* [WHAT THE TASK ASKS]: Please return every line of the records below that holds the word "Argyle".

Items from a data source
= = =

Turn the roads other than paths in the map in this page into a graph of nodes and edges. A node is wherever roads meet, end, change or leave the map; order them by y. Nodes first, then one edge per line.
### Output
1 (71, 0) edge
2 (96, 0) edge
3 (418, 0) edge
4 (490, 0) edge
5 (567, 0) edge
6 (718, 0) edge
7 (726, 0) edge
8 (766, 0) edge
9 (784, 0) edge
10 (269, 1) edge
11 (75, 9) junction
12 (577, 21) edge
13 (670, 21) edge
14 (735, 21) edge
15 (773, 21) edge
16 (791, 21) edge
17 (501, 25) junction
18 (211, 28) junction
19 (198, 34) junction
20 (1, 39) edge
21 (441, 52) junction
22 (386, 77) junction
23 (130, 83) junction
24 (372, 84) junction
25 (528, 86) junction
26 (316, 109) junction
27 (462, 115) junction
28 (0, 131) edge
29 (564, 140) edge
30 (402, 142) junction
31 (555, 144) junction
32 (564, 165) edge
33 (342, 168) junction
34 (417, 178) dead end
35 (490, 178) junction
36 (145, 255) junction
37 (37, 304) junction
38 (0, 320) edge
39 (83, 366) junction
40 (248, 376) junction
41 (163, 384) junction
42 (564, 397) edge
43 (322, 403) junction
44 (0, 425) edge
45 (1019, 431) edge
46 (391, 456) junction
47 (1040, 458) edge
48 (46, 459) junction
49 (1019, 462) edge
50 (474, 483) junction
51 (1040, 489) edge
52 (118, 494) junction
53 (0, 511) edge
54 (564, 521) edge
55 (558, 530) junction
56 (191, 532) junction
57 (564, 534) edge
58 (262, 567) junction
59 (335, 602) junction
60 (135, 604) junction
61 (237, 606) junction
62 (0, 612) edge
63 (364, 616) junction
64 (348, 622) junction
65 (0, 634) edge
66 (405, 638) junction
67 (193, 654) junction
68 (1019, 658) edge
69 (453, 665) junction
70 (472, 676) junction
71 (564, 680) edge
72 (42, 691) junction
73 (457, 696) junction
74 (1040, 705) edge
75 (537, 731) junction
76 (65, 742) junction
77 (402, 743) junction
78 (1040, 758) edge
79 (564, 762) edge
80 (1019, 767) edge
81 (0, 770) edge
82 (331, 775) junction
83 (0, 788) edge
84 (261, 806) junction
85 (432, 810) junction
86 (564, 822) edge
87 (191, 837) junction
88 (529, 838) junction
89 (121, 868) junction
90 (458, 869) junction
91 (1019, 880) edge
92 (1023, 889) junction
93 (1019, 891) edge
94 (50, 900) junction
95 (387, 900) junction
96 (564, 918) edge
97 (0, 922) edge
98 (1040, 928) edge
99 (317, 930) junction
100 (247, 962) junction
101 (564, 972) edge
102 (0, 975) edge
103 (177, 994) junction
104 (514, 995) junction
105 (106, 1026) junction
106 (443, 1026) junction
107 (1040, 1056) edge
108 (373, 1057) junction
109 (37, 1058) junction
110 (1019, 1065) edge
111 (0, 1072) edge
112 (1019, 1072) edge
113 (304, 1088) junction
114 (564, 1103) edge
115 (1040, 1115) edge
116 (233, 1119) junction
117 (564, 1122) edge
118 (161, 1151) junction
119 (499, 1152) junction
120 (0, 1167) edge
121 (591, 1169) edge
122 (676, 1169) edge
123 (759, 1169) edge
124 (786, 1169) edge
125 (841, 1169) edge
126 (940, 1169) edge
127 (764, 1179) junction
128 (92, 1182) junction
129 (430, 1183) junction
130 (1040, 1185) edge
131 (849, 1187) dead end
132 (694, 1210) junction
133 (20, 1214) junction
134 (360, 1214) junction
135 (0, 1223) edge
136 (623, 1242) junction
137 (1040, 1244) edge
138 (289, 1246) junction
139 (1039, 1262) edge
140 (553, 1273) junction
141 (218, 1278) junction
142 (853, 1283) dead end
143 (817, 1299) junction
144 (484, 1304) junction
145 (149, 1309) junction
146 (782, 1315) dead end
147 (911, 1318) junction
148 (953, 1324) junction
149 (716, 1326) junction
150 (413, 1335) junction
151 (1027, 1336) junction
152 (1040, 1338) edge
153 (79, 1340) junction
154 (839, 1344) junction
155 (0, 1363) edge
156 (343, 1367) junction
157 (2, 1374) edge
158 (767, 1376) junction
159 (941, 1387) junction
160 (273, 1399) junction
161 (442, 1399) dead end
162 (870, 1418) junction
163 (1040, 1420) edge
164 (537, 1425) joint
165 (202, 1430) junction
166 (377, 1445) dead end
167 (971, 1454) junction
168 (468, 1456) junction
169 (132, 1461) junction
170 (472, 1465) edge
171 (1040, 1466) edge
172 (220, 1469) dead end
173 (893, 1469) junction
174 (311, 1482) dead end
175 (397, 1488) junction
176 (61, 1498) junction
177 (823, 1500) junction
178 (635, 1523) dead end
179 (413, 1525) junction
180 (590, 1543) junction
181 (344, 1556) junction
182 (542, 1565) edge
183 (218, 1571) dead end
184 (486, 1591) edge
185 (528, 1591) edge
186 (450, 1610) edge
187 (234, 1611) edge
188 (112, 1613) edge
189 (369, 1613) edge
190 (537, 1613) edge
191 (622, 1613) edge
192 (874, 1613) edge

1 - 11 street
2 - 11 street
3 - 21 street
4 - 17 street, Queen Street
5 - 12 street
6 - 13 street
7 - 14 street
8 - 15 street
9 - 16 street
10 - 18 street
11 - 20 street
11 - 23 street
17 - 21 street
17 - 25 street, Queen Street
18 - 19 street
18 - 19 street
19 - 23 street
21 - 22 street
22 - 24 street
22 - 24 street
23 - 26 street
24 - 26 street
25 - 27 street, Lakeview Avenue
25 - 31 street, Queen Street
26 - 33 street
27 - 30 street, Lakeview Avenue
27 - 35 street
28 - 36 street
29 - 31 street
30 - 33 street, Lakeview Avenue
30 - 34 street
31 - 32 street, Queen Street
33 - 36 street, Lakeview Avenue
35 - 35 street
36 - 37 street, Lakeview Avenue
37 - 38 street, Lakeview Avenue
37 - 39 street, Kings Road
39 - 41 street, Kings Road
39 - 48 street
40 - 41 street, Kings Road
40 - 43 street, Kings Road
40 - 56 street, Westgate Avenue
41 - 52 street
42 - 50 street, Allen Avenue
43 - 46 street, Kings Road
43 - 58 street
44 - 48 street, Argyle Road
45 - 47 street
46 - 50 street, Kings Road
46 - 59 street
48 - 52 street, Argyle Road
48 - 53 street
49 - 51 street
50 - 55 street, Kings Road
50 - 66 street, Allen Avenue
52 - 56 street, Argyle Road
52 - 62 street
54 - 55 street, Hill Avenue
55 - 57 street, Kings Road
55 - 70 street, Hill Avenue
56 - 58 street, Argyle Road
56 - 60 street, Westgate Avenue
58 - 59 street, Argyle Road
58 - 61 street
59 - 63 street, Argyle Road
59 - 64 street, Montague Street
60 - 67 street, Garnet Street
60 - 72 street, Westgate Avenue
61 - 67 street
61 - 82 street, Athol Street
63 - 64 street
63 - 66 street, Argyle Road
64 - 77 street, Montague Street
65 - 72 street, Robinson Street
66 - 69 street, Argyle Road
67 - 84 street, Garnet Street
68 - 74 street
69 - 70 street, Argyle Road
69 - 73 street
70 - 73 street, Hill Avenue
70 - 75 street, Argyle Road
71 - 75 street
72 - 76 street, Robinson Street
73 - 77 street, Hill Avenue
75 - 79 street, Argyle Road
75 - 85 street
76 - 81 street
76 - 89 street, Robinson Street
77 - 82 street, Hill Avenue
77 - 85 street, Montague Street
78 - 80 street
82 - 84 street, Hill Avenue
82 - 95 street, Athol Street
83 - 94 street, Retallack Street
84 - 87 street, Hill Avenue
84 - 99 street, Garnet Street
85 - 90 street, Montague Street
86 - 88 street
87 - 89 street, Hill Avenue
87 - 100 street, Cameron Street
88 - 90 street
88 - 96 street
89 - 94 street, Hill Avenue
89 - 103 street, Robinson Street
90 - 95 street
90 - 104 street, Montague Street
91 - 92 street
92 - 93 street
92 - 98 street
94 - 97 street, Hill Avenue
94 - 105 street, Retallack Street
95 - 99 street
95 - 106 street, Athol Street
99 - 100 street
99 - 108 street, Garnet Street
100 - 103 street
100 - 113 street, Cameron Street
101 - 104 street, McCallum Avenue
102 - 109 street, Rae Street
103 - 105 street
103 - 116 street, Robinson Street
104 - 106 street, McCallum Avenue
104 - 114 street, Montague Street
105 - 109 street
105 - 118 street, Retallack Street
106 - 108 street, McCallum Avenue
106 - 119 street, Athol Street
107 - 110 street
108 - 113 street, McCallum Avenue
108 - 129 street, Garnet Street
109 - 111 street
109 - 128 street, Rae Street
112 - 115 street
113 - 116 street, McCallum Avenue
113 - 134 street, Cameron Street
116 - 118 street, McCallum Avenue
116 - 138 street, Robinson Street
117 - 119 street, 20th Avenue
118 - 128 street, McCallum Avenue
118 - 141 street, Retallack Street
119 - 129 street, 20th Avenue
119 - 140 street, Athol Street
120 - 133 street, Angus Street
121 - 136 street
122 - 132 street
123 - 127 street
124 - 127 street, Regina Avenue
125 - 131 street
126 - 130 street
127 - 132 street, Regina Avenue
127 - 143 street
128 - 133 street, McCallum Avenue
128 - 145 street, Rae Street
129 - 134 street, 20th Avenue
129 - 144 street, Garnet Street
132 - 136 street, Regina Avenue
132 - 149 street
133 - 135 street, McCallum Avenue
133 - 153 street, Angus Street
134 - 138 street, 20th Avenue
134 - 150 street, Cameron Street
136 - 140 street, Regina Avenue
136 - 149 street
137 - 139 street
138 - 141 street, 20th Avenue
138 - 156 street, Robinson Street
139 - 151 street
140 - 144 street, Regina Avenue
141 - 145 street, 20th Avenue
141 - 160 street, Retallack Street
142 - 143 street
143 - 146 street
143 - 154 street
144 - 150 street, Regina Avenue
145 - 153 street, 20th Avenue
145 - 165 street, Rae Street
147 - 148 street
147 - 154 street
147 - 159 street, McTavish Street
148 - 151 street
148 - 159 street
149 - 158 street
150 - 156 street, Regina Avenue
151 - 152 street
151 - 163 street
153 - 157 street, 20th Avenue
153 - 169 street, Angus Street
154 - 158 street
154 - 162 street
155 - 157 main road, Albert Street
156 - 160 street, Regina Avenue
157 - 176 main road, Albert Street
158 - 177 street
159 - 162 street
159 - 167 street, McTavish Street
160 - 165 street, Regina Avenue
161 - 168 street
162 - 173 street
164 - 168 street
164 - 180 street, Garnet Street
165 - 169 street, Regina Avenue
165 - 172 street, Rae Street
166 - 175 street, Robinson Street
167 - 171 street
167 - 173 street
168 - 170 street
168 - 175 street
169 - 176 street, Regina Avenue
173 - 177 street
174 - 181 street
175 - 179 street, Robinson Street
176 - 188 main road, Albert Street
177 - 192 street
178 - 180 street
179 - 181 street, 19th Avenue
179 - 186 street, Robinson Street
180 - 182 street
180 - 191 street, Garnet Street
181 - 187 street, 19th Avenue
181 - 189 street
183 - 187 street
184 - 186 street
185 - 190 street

= = =

* [SOLUTION TO THIS EXERCISE]:
44 - 48 street, Argyle Road
48 - 52 street, Argyle Road
52 - 56 street, Argyle Road
56 - 58 street, Argyle Road
58 - 59 street, Argyle Road
59 - 63 street, Argyle Road
63 - 66 street, Argyle Road
66 - 69 street, Argyle Road
69 - 70 street, Argyle Road
70 - 75 street, Argyle Road
75 - 79 street, Argyle Road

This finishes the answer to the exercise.